## [Work to be completed]
Beneath this task are records; print exactly the stretch of them from the line with "index dip: (839, 686)" through the line with "ring mcp: (1182, 823)", both ends included.

## [Data supplied]

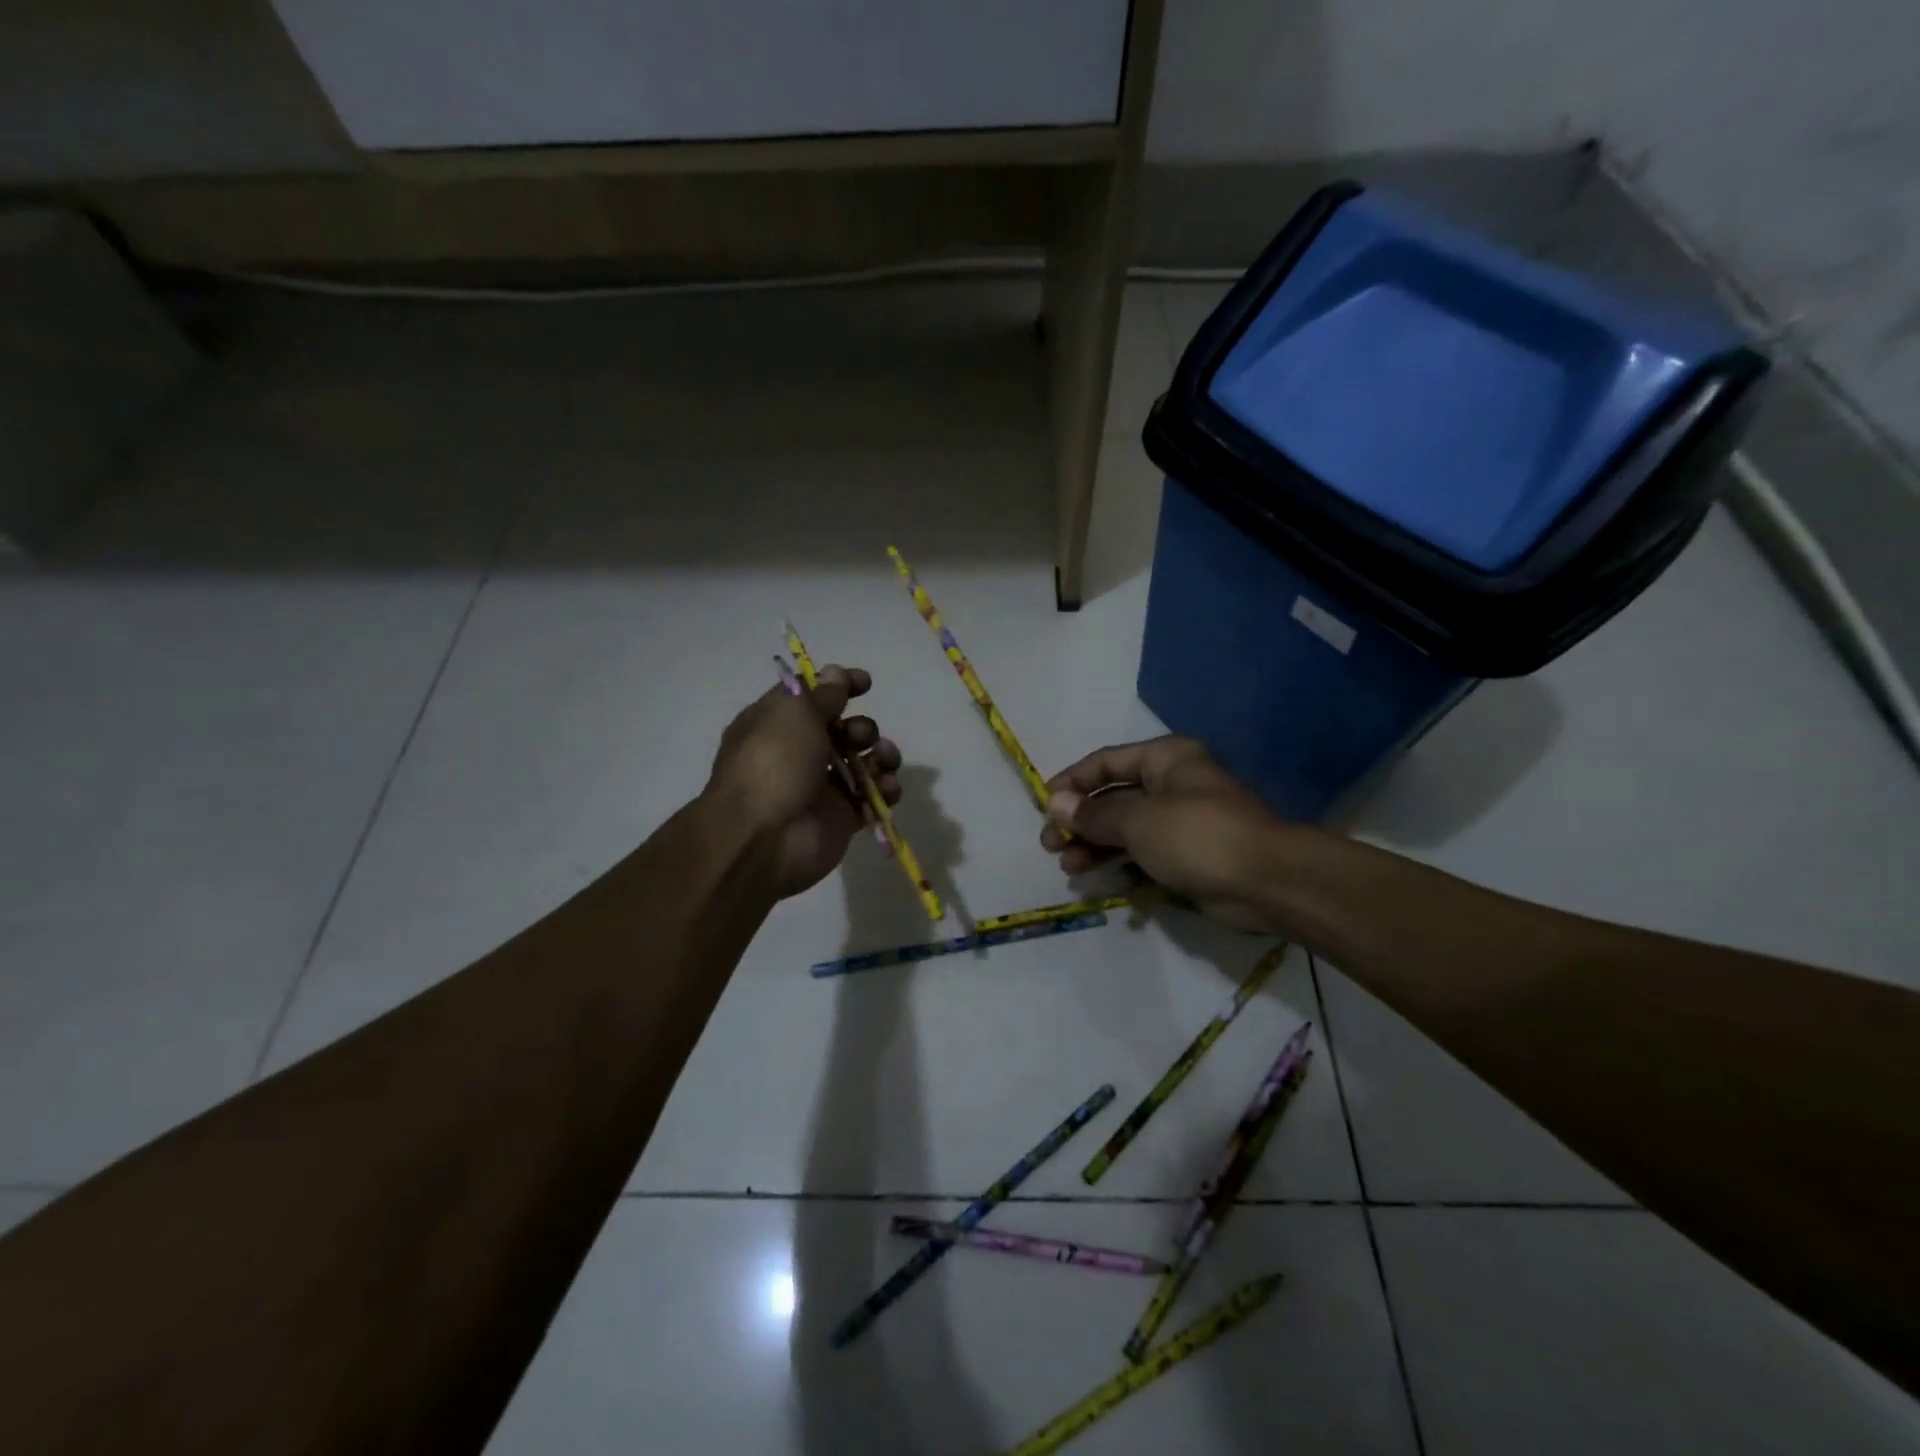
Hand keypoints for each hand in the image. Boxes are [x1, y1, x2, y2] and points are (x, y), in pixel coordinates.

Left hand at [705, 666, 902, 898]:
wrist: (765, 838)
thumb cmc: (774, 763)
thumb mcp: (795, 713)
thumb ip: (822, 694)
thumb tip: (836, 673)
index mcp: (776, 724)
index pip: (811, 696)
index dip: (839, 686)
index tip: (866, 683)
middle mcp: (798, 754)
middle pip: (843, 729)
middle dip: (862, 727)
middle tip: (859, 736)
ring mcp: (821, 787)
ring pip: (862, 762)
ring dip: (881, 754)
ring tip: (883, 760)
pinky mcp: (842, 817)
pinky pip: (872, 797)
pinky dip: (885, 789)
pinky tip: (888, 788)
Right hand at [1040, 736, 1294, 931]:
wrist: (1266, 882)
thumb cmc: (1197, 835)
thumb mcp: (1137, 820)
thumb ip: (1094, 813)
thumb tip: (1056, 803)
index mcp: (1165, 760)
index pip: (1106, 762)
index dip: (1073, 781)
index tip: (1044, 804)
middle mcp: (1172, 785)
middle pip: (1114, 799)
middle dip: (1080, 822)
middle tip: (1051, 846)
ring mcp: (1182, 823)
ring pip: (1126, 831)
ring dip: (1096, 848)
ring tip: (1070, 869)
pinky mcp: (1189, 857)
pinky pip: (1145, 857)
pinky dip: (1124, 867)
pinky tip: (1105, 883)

---

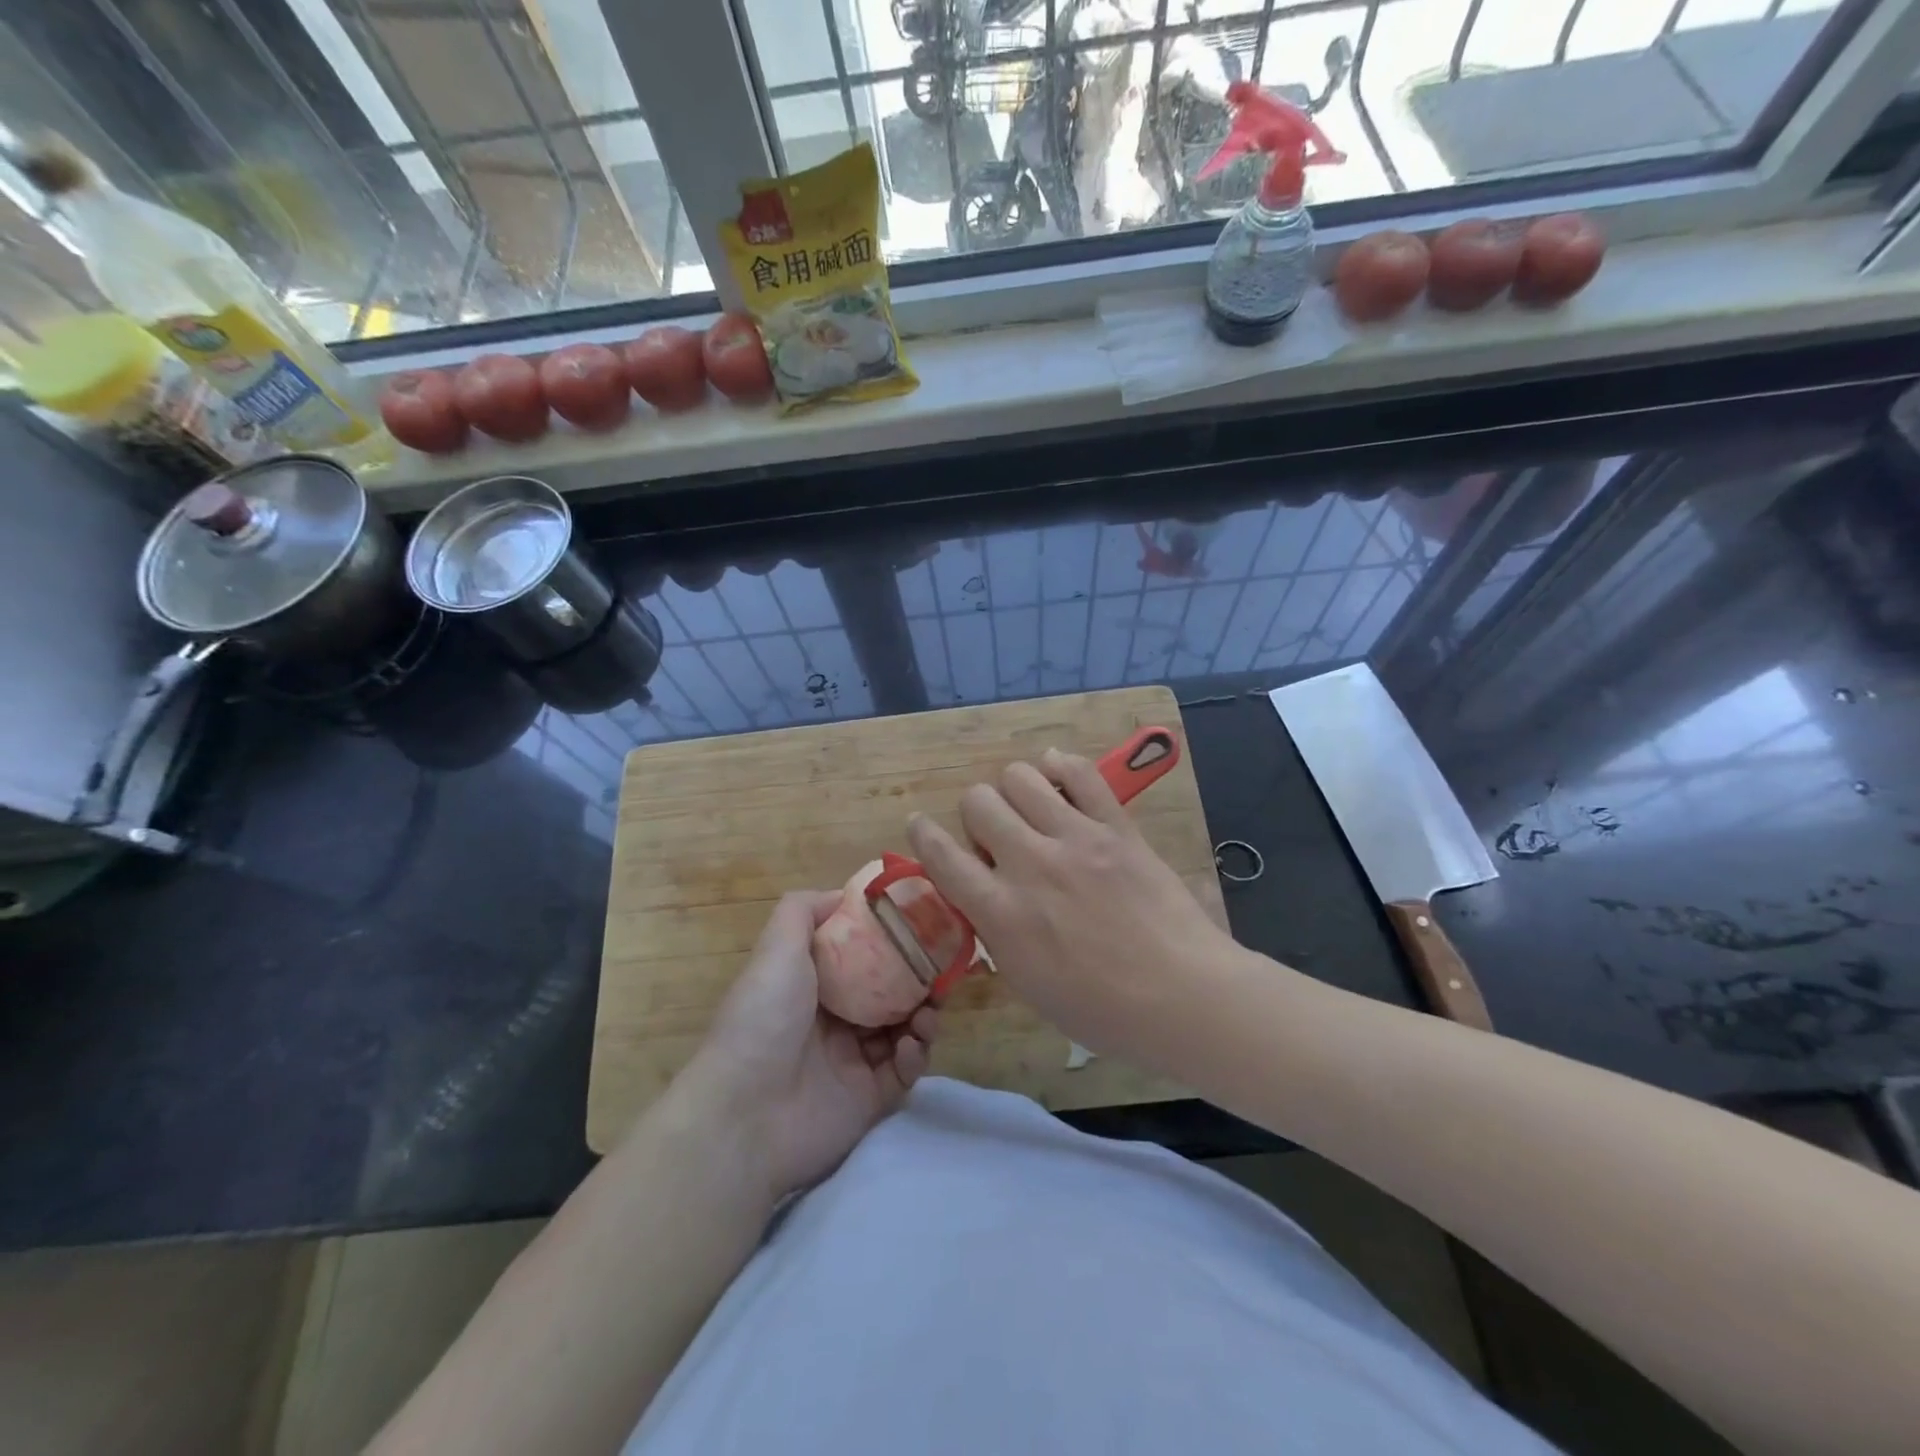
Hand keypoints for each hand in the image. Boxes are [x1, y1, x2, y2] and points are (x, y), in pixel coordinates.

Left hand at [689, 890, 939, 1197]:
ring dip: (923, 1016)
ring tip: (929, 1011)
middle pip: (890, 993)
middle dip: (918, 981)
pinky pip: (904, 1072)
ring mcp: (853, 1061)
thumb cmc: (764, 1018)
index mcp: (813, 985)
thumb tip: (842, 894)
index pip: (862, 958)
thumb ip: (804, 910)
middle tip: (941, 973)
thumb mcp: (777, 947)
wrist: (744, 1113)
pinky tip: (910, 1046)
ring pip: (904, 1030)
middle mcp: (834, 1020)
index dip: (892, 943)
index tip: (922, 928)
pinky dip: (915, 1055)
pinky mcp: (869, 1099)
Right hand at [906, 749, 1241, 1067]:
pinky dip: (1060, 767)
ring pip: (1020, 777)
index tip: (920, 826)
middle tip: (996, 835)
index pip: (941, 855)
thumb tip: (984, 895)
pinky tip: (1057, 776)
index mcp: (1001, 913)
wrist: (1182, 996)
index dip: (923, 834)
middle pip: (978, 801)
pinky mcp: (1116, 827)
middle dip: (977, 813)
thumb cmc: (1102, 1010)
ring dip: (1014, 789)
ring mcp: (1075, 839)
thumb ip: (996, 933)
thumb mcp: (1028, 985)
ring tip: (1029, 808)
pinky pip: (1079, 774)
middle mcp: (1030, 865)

---

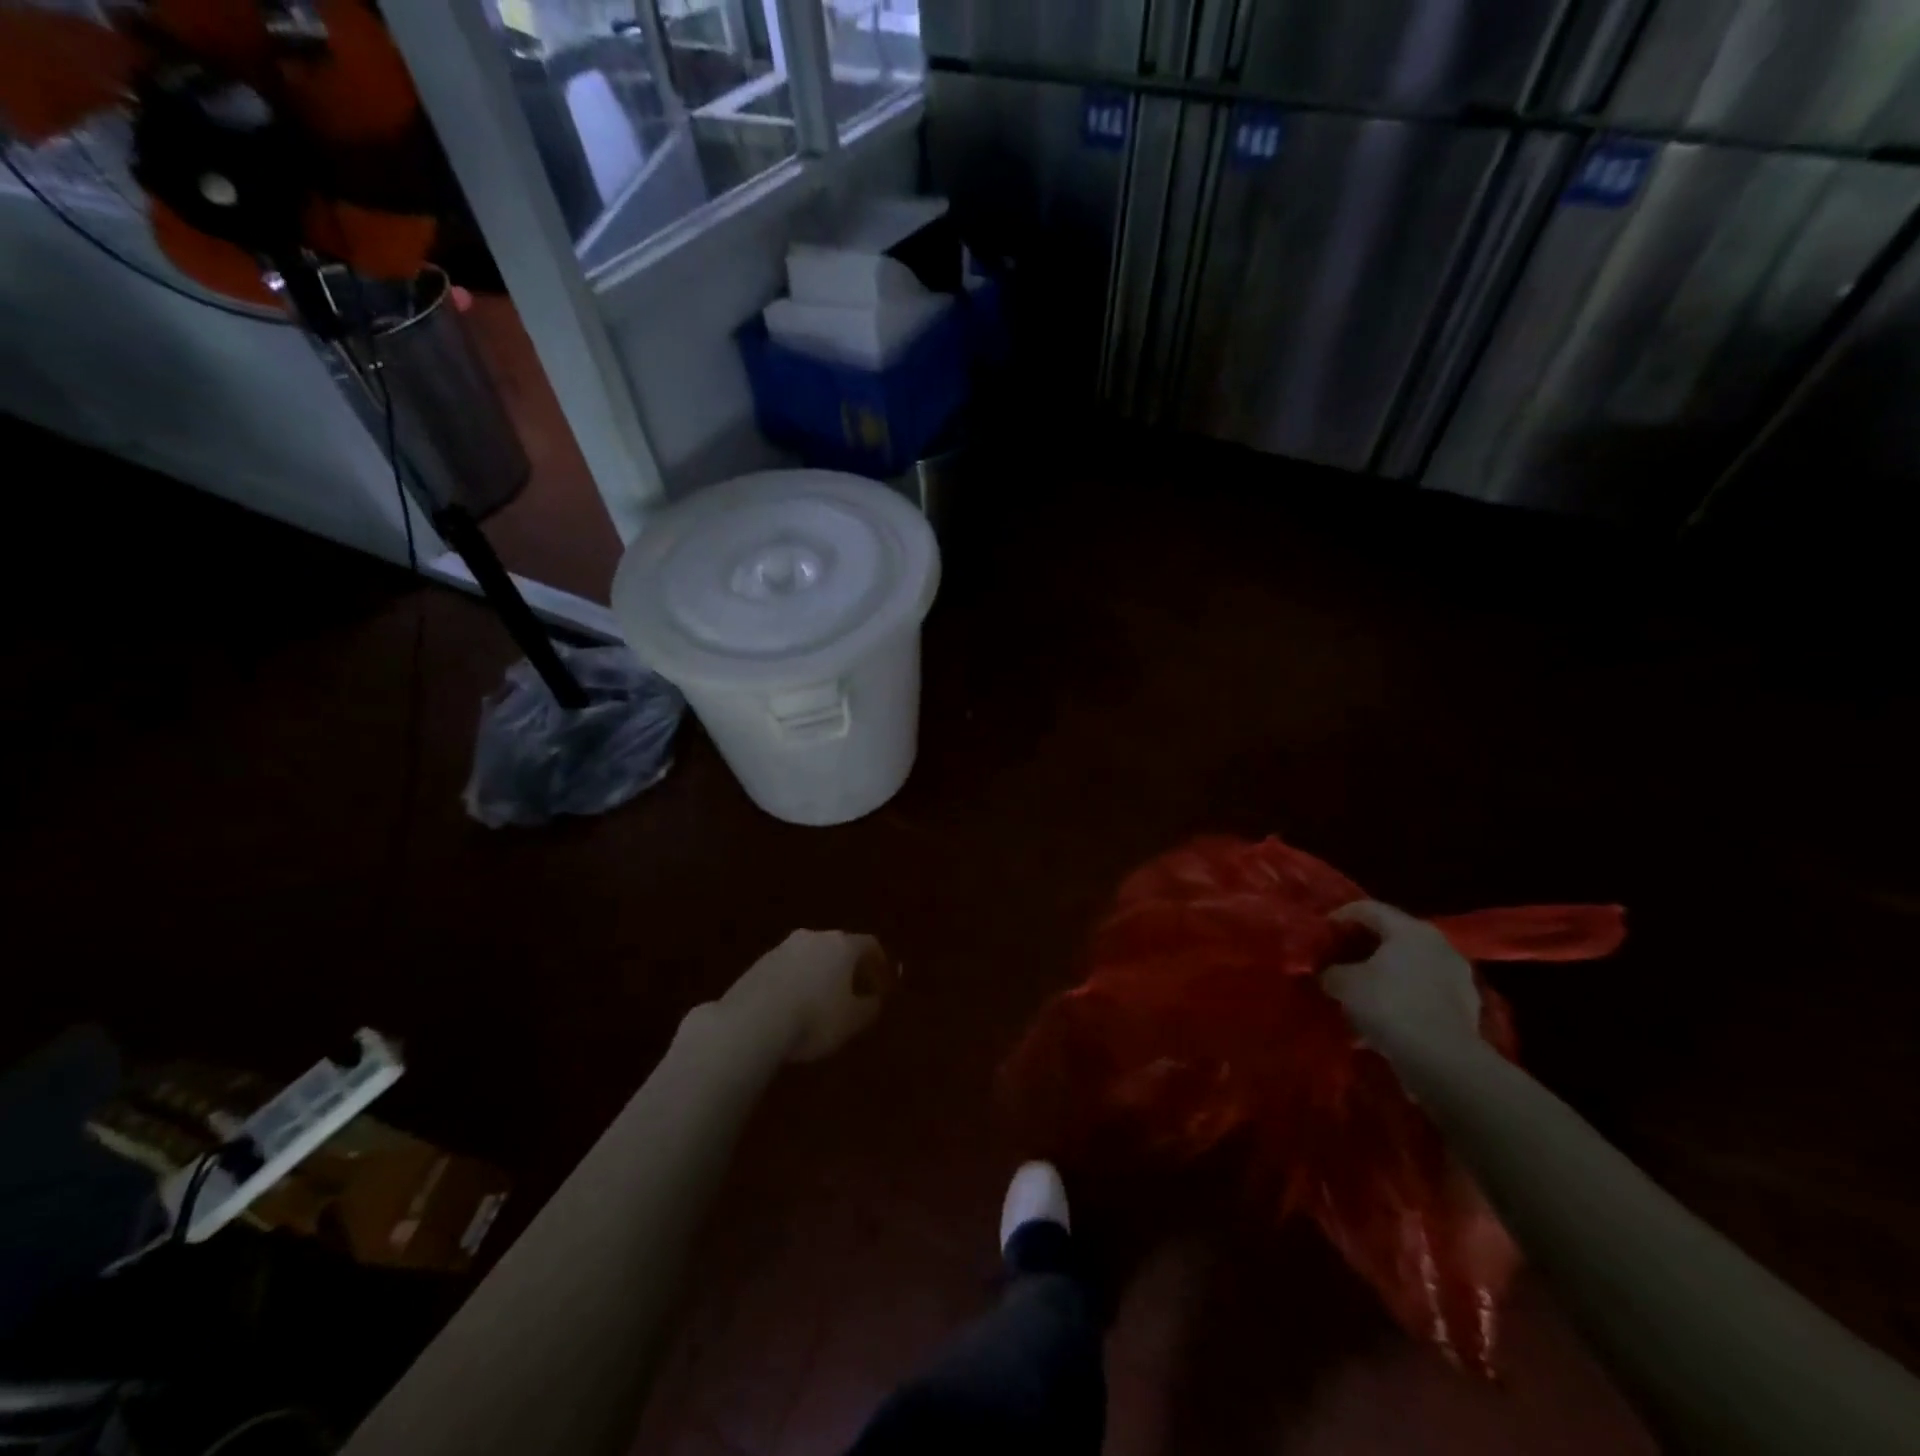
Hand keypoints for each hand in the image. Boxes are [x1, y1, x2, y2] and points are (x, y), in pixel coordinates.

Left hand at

## [Task result]
index dip: (839, 686)
index tip: (866, 683)
middle mcp: (798, 754)
middle pip: (843, 729)
middle dip: (862, 727)
middle tip: (859, 736)
ring mcp: (821, 787)
ring pip: (862, 762)
ring dip: (881, 754)
ring tip: (883, 760)
pinky mcp: (842, 817)
pinky pip: (872, 797)
pinky dip: (885, 789)
pinky tip: (888, 788)
Right hand at [1040, 736, 1294, 931]:
wrist: (1266, 882)
thumb cmc: (1197, 835)
thumb mcp: (1137, 820)
thumb ip: (1094, 813)
thumb tip: (1056, 803)
index mcp: (1165, 760)
index pip: (1106, 762)
index dip: (1073, 781)
index tip: (1044, 804)
middle mcp: (1172, 785)
middle pip: (1114, 799)
middle dip: (1080, 822)
middle tip: (1051, 846)
ring mcp: (1182, 823)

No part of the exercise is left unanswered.